Reputation: 1323
I have a dataframe. Aggregating the datframe using the pandas groupby:
df.groupby(["Date", "company"]).producttyp.size().reset_index()
Results are displayed in the table below
Date company producttyp
0 Apr-2020 proA1 15
1 Apr-2020 proB1 6
2 Apr-2020 probCC 12
3 Apr-2020 prouba 18
4 Feb-2020 pWC 4
5 Feb-2020 pCA 4
6 Feb-2020 prosu 3
7 Jan-2020 proku 11
8 Jan-2020 proyu 5
9 Jan-2020 prose 2
10 Mar-2020 proud 10
11 Mar-2020 pride 7
12 Mar-2020 proza 6
13 May-2020 proVVaG 40
14 May-2020 proAG 13
15 May-2020 proG 41
16 May-2020 PKWC 18
I will like the DataFrame
to be sorted according to the Date
column. Is there any work around this?
Upvotes: 0
Views: 144
Reputation: 71687
Use, pd.to_datetime
to convert the Date
column to the pandas datetime series and assign this to a temporary column in a grouped df, then use DataFrame.sort_values
to sort this dataframe on this temporary column, finally using DataFrame.drop
drop this temporary column:
df = (
df.assign(temp=pd.to_datetime(df['Date'], format='%b-%Y'))

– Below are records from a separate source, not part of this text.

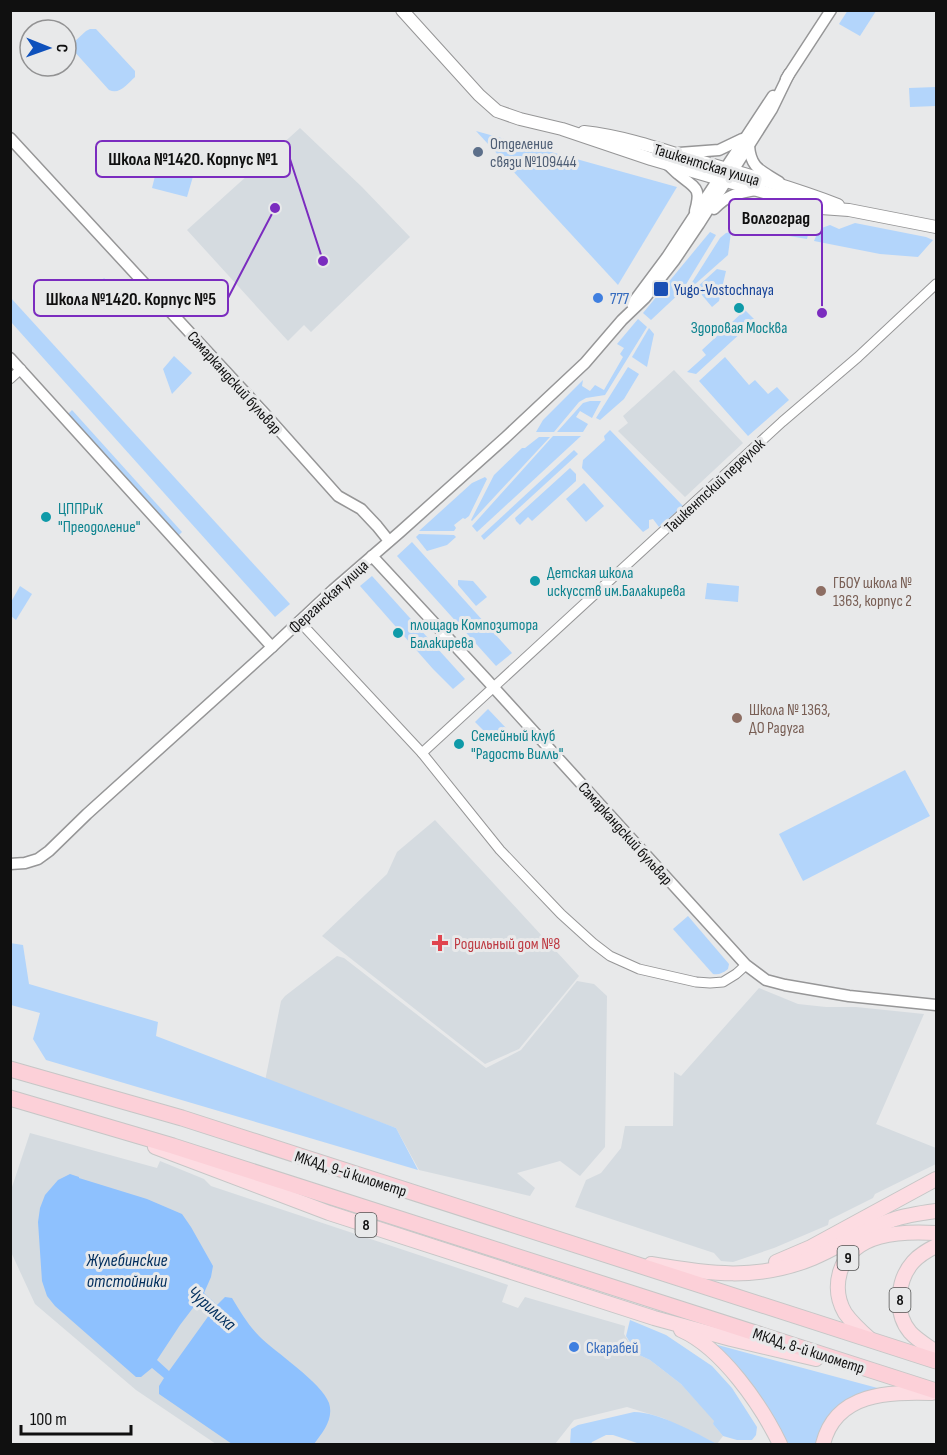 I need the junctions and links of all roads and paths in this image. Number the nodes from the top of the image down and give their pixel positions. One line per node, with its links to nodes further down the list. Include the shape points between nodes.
1 (402, 10): 5 (main road, Ташкентская улица, via 497,111)
2 (831, 10): 4 (street, Ферганская улица, via 789,74 772,109)
3 (10, 138): 16 (street, Самаркандский бульвар, via 338,496 361,509)
4 (747, 142): 5 (street); 6 (street, Ферганская улица); 7 (street, via 752,163)
5 (671, 158): 6 (main road, Ташкентская улица); 10 (street, via 679,175 698,194)
6 (725, 175): 7 (main road, Ташкентская улица); 8 (main road, Ташкентская улица); 10 (street, Ферганская улица)
7 (786, 187): 9 (main road, Ташкентская улица)
8 (756, 190): 9 (main road, Ташкентская улица, via 821,208); 10 (street, via 727,197)
9 (849, 210): 11 (main road, Ташкентская улица)
10 (695, 222): 16 (street, Ферганская улица, via 585,363)
11 (934, 228)
12 (936, 284): 20 (street, Ташкентский переулок)
13 (10, 358): 14 (street)
14 (21, 369): 15 (street); 19 (street)
15 (10, 379)
16 (389, 541): 17 (street, Ферганская улица)
17 (372, 556): 18 (street, Ферганская улица); 20 (street, Самаркандский бульвар)
18 (299, 621): 19 (street, Ферганская улица); 21 (street)
19 (272, 647): 22 (street, Ферганская улица, via 49,850 38,859)
20 (494, 688): 21 (street, Ташкентский переулок); 23 (street, Самаркандский бульвар)
21 (422, 753): 23 (street, via 500,850 592,944 610,956 639,969 710,983 723,982)
22 (10, 864)
23 (747, 965): 24 (street, Самаркандский бульвар, via 766,980 785,985)
24 (936, 1005)
25 (10, 1069): 31 (highway, МКАД, 9-й километр, via 182,1118)
26 (10, 1098): 27 (highway, МКАД, 9-й километр)
27 (82, 1118): 34 (highway, МКАД, 9-й километр); 35 (main road, 8, via 329,1213)
28 (936, 1179): 32 (main road, via 788,1258)
29 (936, 1211): 32 (main road, via 891,1221 790,1266 761,1273)
30 (936, 1242): 36 (main road, 9, via 915,1232 899,1233 872,1239 857,1247 846,1260 838,1285 840,1302 849,1318); 37 (main road, 8, via 912,1262 905,1274 899,1304 910,1332)
31 (604, 1255): 32 (main road); 33 (highway, МКАД, 9-й километр)
32 (729, 1273)
33 (690, 1283): 36 (highway, МКАД, 8-й километр)
34 (681, 1310): 39 (highway, МКАД, 8-й километр)
35 (654, 1318): 39 (main road); 41 (main road, 8, via 687,1333 728,1366)
36 (871, 1340): 38 (highway, МКАД, 8-й километр)
37 (936, 1352)
38 (936, 1361)
39 (891, 1376): 40 (highway, МКАД, 8-й километр)
40 (936, 1392): 42 (main road, via 884,1394 857,1402 836,1419)
41 (780, 1443)
42 (823, 1444)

.sort_values(by='temp', ignore_index=True)
.drop('temp', 1)
)
Result:
# print(df)
Date company producttyp
0 Jan-2020 proyu 5
1 Jan-2020 proku 11
2 Jan-2020 prose 2
3 Feb-2020 pWC 4
4 Feb-2020 pCA 4
5 Feb-2020 prosu 3
6 Mar-2020 proza 6
7 Mar-2020 pride 7
8 Mar-2020 proud 10
9 Apr-2020 proA1 15
10 Apr-2020 prouba 18
11 Apr-2020 probCC 12
12 Apr-2020 proB1 6
13 May-2020 proVVaG 40
14 May-2020 proAG 13
15 May-2020 proG 41
16 May-2020 PKWC 18
Upvotes: 2
Reputation: 7604
Here's another way using pd.to_datetime
to convert it to 01-01-2020
then sort it using df.sort_values
and convert it back to Jan-2020
format using strftime
:
df['Date'] = pd.to_datetime(df['Date'])
df.sort_values(by=['Date'], inplace=True)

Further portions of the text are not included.